TIMMINS, ONT. — Following a trial, Orbit Garant Drilling Services Inc., a diamond drilling company operating in northeastern Ontario, has been found guilty and fined $200,000 after a worker was killed by a falling tree while exiting a bulldozer.
The company was operating multiple diamond surface drills in the area of the St. Andrews Holloway-Holt mine sites east of Timmins when, on June 25, 2014, two workers were coming off shift, reports a Ministry of Labour media statement. They were travelling to the parking lot of the Holloway-Holt Number 3 mine area.
Normally a crew would ride on a four-wheeled all-terrain vehicle (ATV) but that piece of equipment was broken.

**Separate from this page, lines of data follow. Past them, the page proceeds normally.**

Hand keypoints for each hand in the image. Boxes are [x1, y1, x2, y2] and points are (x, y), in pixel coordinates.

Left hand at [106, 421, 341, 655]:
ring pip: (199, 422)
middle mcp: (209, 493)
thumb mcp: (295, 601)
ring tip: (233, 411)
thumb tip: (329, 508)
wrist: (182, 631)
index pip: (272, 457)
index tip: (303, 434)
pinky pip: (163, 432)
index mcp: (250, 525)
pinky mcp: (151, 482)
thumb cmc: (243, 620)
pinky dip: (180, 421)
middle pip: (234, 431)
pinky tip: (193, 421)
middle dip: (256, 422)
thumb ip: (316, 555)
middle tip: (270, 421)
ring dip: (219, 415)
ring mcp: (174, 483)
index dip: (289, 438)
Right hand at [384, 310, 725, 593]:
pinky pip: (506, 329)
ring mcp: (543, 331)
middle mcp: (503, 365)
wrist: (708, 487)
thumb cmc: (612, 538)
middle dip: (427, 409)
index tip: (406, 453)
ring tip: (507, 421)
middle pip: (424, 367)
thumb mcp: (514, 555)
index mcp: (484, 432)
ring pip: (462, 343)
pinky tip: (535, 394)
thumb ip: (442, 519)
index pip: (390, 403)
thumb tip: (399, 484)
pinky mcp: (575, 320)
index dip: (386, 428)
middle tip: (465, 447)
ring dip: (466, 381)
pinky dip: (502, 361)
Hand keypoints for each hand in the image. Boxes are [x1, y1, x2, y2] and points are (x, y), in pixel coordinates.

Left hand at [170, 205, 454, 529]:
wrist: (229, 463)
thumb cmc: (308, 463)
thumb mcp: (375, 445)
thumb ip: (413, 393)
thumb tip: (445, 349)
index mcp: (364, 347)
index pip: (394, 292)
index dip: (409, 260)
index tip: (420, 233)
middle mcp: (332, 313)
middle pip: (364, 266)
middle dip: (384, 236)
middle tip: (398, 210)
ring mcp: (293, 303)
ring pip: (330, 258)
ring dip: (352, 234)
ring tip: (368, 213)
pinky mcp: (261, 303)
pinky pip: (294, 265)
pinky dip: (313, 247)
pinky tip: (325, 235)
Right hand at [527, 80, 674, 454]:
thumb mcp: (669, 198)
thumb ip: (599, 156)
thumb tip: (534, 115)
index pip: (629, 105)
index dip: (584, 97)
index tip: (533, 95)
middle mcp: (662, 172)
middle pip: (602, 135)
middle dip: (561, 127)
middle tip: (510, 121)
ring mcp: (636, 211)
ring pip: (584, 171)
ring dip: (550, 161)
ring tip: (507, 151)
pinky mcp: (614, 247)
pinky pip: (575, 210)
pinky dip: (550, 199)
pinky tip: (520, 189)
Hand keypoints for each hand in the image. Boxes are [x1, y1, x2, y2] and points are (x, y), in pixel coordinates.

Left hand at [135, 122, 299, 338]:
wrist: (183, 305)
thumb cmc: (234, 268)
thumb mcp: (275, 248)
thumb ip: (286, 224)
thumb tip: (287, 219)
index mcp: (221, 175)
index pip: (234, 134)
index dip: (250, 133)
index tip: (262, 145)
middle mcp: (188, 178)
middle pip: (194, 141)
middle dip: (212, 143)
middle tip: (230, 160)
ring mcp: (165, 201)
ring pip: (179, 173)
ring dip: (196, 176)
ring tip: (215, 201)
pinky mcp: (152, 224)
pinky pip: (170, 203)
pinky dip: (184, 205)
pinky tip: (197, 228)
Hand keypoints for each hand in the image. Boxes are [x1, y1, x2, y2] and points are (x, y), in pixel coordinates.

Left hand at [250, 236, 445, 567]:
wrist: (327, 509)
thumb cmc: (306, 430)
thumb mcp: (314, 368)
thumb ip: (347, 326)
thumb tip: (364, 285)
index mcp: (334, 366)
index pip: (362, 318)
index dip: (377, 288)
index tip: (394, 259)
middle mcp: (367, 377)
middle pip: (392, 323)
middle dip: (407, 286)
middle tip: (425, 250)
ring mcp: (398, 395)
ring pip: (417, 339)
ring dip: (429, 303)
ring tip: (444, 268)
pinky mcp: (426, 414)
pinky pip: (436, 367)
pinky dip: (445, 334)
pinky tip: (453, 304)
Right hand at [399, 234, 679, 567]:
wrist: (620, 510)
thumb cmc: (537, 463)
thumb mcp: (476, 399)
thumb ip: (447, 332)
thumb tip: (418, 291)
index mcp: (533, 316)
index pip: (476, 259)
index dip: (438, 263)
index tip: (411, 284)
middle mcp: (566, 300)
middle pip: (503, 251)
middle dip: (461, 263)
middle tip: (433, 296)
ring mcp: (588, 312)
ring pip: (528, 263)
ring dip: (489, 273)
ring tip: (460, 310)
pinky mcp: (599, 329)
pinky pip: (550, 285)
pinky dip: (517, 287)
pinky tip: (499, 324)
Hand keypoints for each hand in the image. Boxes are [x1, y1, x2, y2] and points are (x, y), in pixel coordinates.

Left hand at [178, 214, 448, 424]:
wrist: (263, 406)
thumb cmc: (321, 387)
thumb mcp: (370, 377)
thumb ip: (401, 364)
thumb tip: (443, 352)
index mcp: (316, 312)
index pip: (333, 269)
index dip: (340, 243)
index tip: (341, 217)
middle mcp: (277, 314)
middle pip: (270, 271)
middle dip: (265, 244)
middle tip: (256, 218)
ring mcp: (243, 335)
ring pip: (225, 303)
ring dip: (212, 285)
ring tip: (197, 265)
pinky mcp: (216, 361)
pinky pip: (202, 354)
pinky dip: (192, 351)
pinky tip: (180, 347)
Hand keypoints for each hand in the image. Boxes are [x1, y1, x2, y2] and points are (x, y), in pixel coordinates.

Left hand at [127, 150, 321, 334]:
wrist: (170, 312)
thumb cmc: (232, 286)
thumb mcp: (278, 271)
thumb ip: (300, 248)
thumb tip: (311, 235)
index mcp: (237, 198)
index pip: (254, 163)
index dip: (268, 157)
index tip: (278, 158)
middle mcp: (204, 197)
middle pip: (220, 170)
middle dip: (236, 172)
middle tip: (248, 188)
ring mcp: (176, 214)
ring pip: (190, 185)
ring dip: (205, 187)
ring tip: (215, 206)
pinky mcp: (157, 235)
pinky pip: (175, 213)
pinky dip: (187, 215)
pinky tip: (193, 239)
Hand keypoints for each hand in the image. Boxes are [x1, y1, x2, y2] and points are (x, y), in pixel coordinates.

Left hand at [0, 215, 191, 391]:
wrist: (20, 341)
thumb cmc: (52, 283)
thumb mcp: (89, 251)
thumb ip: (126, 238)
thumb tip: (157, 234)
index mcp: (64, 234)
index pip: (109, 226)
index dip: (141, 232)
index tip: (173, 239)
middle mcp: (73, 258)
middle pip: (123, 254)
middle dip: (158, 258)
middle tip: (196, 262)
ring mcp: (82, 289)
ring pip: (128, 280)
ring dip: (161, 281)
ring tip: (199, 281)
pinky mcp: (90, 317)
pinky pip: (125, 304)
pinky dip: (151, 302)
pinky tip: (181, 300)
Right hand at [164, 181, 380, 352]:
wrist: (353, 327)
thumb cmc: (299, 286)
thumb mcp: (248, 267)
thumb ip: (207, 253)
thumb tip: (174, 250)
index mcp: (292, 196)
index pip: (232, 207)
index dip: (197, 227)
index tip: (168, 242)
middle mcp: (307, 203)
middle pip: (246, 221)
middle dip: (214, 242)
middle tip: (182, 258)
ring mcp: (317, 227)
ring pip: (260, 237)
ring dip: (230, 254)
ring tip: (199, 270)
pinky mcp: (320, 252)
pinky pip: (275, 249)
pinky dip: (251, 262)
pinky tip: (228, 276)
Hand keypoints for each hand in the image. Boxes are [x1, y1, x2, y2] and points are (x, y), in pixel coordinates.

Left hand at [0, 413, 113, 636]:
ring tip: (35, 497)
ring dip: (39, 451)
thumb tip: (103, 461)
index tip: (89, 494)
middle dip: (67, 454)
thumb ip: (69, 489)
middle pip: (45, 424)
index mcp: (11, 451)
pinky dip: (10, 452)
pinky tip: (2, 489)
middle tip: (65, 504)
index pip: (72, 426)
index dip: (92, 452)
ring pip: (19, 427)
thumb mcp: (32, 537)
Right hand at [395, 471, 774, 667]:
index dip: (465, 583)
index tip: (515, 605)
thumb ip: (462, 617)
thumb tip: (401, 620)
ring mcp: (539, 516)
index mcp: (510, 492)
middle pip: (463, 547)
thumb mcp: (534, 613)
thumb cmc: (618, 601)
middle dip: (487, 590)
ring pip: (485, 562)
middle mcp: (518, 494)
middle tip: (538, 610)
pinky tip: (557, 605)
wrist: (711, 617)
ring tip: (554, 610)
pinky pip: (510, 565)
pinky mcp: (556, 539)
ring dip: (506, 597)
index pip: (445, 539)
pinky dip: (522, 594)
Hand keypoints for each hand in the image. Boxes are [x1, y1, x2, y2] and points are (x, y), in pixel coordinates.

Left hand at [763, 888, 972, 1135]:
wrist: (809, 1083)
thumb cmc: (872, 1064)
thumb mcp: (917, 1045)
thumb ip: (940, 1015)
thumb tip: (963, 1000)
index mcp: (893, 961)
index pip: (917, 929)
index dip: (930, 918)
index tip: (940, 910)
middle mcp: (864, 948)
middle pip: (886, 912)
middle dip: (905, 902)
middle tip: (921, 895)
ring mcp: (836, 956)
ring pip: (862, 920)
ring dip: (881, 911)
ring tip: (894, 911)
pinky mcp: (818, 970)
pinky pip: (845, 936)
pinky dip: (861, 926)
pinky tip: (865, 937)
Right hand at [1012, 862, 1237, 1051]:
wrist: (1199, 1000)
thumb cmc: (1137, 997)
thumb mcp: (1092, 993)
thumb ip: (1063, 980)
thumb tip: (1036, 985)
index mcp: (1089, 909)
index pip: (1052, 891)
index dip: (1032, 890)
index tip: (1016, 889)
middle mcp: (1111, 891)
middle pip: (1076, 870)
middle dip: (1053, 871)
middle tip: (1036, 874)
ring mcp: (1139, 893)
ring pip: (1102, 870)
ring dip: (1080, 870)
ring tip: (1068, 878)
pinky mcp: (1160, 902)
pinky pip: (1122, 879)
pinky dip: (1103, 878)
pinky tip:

The ATV had been secured to a bulldozer and the bulldozer was used to travel. Procedure dictates that only one person at a time should be in a bulldozer but on this occasion both workers were in the bulldozer.
One of the workers who had been riding in the cab of the bulldozer opened the cab door to step out, when a chicot — a standing dead tree weighing more than 2,000 pounds — fell, striking the door and fatally injuring the worker.
A ministry investigation found that both workers had been fully trained in the appropriate programs. In addition, the route of travel — a bush road — was not approved by Orbit Garant or St. Andrews.
It was known that the established travelway — a seven-kilometre round trip — to and from the drill site was getting soft and muddy to the point of being impassable.
The court was told that the company should have known that workers would not walk through the conditions at the site and should have immediately provided proper transportation.
Orbit Garant Inc. was found guilty of failing as an employer to take every precaution reasonable in the circumstances for the protection of a worker — that is, failing to take the reasonable precaution of ensuring the removal of all chicots on or near the travelway that provided access to the workplace.
The company was also found guilty of failing to take the reasonable precaution of ensuring that a safe means of egress from a workplace was provided to workers.
Justice of the Peace Sylvie-Emanuelle Bourbonnais imposed the fine in a Timmins court on July 13.